What do they drink in the locker room? They used to have sodas but they have replaced them with organic, natural teas, fresh-squeezed juices, water infused with berries and kombucha!

No more margarine either…it’s been replaced by grass fed butter.

Sugar? Nope! No refined sugar to sweeten their day. Instead they have organic maple syrup.

Snacks? The granola bars, chips and candy are gone. Enter fruit, nuts and dark chocolate.

What about a post-game dinner? They have to be hungry by that time, especially when the games seem to go on forEVER!  Another fresh, organic meal is awaiting them!

So does this really matter? ABSOLUTELY! But just for elite athletes, right?

Bad food is bad food. It affects everyone, from the MLB MVP to the couch potato whose only exercise is to open the door for the pizza delivery man.

Here’s what the Dodgers have noticed (and it’s been proven in study after study!).
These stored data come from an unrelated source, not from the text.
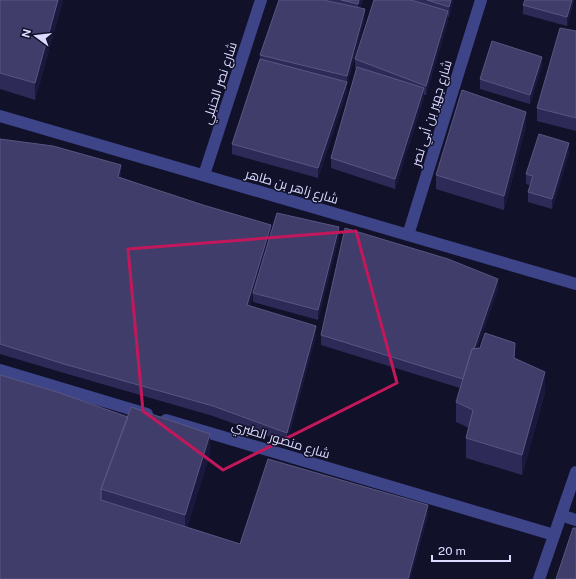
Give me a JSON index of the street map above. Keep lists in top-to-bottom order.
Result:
{
  "streets": {
    "street": [
      "شارع نصر الحنبلي",
      "شارع جهير بن أبي نصر",
      "شارع زاهر بن طاهر",
      "شارع منصور الطبري"
    ]
  },
  "crossings": [
    ["شارع نصر الحنبلي", "شارع زاهر بن طاهر"],
    ["شارع جهير بن أبي نصر", "شارع زاهر بن طاهر"]
  ],
  "scale_bar": "20 m",
  "north": "left"
}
When you eat healthy food:

  • You have an increase in energy
  • You significantly reduce the risk of injuries
  • You regulate hormone production
  •  You have better sleep- quality and quantity
  • Your body repairs tissue much faster
  •  You have a reduction in body fat 


While you’re watching this series (and then your favorite football team and, oh ya, basketball is starting up!), think about some easy changes you can make. You don’t have to replace all your favorite comfort foods at once, but a little at a time, try something different.

The results you see will be the same results those athletes see. That’s why they keep doing it. They may miss chicken fried steak covered in gravy but they also know the end result!

Eat the peanuts but skip the crackerjacks!

Pumpkin Fudge Brownies

Ingredients

1 batch of your favorite gluten free brownies
1 c pureed pumpkin
3 T canned coconut milk
2 eggs
1 T Xylitol or Stevia
1 1/2 t pumpkin pie spice
1 t vanilla extract 

 

Directions

Preheat the oven to 350º.
Line an 8 x 8 baking dish with parchment paper.
Pour the brownie batter into the baking dish and spread evenly with a spatula.
Whisk the pumpkin puree, cream, eggs, coconut sugar, pumpkin pie spice and vanilla until smooth.
Spoon large dollops of the pumpkin mixture over the brownie batter.
Using a knife, swirl the pumpkin puree mixture and brownie batter together.
Bake for 30-35 minutes until a cake tester inserted in the middle of the pan comes out with a few moist crumbs (don’t overbake!). Cool and serve.